[Records supplied Boundary: Start]

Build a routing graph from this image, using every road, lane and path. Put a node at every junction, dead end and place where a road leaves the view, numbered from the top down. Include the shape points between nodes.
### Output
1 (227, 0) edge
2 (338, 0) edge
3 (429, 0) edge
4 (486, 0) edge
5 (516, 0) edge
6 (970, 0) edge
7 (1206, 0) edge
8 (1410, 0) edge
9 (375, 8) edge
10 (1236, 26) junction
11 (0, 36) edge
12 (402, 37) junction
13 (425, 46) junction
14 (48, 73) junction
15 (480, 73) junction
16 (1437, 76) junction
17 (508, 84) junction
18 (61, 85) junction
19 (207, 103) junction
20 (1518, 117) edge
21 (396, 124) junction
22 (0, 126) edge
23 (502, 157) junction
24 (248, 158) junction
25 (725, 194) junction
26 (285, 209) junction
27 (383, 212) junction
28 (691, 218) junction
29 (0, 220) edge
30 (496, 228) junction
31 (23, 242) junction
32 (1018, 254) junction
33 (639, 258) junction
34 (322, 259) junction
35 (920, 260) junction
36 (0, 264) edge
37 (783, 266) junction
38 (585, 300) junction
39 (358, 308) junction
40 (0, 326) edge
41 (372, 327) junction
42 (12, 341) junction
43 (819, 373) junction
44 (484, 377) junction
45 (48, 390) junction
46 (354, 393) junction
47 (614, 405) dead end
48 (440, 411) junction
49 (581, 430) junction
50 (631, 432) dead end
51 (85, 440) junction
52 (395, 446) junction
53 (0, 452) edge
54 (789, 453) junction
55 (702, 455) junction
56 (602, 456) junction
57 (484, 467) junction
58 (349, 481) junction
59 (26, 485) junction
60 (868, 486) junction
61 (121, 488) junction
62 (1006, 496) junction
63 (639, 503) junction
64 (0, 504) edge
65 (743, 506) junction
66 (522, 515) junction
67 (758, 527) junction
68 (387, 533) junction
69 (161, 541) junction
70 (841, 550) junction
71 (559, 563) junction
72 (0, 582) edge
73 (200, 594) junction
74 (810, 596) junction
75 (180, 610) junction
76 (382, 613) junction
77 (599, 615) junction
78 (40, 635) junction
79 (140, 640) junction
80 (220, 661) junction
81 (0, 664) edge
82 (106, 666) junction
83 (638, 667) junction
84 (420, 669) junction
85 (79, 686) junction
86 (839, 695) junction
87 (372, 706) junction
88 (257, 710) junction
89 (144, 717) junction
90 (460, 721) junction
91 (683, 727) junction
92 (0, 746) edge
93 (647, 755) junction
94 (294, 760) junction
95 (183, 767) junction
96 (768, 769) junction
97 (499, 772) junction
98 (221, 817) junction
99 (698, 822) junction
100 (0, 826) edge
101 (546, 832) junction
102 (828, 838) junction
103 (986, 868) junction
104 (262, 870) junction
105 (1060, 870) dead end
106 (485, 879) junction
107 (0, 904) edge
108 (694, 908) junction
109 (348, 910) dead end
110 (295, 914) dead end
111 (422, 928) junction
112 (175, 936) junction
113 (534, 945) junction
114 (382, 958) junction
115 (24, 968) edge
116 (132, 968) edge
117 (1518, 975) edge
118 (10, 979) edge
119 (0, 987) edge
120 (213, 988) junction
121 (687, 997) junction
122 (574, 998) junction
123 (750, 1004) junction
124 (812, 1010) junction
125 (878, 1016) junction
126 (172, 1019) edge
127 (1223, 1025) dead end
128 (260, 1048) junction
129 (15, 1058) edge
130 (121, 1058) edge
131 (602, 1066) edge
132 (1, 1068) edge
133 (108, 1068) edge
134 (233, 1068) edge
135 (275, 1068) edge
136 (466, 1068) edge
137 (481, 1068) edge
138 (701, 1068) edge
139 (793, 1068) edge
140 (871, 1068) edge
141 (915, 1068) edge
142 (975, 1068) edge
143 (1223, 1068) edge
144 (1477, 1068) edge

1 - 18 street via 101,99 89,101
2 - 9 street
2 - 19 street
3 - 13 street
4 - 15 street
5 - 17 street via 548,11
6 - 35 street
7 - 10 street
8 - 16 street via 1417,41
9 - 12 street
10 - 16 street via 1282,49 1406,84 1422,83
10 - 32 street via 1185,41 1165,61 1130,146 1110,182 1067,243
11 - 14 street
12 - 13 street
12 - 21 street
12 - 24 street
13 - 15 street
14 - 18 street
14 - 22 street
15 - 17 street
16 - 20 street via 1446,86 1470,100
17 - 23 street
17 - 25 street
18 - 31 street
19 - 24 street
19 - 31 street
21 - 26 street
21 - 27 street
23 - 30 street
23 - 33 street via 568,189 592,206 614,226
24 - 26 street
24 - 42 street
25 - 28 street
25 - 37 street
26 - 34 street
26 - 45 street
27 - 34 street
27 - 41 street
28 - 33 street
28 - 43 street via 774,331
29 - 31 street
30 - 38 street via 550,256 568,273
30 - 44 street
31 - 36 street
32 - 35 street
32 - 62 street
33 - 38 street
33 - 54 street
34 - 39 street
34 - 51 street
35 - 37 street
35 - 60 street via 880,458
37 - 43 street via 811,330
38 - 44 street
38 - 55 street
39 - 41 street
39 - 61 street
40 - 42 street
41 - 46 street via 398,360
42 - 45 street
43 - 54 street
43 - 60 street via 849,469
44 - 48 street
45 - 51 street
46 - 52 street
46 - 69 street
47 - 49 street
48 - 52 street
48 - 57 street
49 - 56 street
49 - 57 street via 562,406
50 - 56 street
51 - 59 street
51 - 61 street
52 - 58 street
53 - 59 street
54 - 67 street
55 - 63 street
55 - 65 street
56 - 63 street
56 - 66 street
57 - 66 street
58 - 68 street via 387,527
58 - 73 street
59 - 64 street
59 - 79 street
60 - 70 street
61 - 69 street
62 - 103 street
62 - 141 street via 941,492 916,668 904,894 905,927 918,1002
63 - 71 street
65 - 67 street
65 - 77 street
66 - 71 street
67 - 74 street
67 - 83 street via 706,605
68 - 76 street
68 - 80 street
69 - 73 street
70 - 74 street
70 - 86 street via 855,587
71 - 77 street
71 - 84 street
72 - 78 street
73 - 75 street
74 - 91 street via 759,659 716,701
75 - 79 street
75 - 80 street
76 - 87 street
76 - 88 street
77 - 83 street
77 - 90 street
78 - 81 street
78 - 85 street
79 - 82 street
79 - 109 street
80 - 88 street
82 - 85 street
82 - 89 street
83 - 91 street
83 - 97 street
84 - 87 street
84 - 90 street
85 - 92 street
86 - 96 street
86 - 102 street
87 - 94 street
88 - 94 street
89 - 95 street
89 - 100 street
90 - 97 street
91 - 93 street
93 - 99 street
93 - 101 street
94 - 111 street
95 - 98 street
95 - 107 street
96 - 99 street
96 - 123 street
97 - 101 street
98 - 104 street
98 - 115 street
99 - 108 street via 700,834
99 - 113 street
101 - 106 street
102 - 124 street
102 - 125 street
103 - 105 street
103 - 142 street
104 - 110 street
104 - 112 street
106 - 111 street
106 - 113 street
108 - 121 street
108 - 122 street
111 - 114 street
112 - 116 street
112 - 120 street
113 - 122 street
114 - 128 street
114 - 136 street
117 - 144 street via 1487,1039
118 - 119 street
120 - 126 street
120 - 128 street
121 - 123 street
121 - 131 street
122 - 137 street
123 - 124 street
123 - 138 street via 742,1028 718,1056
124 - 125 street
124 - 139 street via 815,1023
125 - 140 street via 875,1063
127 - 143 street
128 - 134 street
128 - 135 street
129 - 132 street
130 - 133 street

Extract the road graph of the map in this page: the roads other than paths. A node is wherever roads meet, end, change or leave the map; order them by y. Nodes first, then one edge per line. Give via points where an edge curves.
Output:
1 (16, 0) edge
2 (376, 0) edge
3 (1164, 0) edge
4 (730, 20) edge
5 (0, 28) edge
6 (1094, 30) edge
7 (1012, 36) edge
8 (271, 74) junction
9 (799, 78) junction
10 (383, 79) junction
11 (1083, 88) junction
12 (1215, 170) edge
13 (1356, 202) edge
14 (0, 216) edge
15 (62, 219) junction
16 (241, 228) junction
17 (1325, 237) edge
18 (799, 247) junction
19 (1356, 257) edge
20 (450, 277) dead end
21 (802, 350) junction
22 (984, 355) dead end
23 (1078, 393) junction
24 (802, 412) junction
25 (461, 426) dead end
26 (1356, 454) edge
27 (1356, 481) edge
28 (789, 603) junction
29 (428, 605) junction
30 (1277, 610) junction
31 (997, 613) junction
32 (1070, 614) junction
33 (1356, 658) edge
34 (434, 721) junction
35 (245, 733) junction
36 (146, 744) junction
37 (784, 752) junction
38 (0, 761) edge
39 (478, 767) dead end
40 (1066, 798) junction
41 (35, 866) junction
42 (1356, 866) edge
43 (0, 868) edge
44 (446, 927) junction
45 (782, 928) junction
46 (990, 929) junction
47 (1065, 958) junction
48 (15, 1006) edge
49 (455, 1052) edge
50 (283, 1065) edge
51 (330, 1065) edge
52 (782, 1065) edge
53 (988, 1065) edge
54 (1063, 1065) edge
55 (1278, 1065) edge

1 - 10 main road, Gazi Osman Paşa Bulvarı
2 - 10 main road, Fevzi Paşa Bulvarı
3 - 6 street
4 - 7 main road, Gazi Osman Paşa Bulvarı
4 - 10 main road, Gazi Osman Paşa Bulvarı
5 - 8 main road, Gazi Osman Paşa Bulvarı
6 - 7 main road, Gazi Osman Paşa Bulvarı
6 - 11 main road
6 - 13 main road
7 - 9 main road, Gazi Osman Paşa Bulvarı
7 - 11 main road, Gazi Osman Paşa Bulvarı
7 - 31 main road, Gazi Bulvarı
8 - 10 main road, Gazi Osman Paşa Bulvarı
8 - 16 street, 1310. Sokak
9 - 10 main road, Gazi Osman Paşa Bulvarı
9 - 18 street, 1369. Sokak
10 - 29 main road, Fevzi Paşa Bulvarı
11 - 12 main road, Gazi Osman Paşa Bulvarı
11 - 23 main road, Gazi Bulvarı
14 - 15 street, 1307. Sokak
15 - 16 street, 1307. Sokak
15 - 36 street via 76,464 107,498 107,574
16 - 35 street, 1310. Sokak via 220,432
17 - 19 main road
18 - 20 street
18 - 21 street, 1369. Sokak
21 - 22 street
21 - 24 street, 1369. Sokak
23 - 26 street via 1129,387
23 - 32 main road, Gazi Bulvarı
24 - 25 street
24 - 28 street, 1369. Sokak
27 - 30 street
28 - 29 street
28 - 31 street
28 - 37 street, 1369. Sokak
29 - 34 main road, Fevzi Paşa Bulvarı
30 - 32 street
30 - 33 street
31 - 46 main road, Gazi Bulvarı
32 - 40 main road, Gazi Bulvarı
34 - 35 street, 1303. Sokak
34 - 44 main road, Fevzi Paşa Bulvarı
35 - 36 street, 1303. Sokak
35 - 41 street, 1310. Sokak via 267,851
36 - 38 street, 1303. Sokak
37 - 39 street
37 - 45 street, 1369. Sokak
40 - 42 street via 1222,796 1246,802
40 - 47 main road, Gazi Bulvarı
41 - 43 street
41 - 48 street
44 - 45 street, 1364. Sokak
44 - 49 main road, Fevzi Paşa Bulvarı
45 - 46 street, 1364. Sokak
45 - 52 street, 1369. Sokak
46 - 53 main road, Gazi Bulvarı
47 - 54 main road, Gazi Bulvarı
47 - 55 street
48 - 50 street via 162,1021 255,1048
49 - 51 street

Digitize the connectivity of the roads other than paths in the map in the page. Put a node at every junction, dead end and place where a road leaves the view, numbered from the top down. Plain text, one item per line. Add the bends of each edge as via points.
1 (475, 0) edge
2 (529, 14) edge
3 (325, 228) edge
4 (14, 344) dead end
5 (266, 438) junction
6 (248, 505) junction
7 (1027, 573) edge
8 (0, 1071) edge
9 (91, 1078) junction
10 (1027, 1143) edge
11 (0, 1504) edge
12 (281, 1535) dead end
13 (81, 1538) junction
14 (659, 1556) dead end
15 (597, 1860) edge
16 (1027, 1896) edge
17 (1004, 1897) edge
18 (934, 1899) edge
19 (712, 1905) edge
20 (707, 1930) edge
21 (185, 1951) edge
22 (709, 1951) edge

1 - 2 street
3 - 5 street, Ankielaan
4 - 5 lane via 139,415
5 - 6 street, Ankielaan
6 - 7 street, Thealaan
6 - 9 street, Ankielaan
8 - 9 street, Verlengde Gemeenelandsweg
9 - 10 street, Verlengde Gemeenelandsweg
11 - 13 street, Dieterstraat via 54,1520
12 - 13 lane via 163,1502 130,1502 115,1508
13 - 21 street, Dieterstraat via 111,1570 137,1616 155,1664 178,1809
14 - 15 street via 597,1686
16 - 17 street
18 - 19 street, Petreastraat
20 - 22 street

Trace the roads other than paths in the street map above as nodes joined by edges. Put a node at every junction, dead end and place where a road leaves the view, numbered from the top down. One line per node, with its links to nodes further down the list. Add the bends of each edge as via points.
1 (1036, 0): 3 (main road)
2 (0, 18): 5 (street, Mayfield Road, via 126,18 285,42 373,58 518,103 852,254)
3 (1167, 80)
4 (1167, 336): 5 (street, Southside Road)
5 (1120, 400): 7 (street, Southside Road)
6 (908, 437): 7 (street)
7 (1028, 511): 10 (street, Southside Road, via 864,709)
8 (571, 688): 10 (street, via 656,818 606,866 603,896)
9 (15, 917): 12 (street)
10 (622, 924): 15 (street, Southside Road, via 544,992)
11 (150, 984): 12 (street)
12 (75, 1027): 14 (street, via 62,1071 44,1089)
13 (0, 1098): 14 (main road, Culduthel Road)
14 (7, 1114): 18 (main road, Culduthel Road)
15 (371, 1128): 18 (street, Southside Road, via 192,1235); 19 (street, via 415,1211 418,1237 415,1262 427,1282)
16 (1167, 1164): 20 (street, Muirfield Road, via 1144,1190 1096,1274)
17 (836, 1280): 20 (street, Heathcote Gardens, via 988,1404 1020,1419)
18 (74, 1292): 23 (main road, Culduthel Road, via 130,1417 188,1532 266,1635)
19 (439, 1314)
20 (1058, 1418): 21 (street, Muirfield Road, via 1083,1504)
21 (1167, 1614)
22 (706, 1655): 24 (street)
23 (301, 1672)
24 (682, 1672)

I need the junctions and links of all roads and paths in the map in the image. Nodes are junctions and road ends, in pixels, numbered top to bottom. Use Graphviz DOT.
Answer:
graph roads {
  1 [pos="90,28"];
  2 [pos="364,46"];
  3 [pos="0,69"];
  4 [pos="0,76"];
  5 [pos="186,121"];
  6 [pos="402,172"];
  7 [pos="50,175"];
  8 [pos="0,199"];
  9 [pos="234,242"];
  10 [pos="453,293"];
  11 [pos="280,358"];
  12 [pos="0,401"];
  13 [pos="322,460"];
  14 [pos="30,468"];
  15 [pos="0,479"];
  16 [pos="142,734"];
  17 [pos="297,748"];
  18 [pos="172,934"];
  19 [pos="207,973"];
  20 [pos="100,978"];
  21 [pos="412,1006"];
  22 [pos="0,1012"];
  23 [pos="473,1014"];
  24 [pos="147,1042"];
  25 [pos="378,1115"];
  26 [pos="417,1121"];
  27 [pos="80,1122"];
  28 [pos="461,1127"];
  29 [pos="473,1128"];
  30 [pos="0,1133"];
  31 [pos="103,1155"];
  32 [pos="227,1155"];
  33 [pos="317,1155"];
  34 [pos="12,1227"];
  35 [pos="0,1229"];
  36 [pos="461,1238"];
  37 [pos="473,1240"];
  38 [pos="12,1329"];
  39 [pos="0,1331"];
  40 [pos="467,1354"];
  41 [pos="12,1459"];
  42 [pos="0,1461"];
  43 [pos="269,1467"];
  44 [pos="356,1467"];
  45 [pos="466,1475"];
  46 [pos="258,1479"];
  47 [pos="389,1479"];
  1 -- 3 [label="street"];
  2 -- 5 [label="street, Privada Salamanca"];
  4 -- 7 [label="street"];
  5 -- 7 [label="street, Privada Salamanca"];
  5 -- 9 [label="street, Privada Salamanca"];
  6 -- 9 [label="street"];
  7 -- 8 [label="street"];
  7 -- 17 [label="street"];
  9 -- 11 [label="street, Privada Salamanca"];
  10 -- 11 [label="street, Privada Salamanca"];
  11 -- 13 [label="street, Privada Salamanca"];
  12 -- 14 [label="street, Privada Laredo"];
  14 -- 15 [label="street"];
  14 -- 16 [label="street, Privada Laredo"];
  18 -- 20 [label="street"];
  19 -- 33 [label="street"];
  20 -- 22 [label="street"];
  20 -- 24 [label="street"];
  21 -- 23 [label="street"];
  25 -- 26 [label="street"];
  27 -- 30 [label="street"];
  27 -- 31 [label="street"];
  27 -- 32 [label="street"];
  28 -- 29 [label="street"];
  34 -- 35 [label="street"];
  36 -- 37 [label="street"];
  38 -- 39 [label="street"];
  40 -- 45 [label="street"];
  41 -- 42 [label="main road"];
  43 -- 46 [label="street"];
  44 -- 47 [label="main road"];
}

[Records supplied Boundary: End]

Exercise objective => From the entries, copy every line in which the word "lane" occurs.

Exercise response =>
Build a routing graph from this image, using every road, lane and path. Put a node at every junction, dead end and place where a road leaves the view, numbered from the top down. Include the shape points between nodes.
4 - 5 lane via 139,415
12 - 13 lane via 163,1502 130,1502 115,1508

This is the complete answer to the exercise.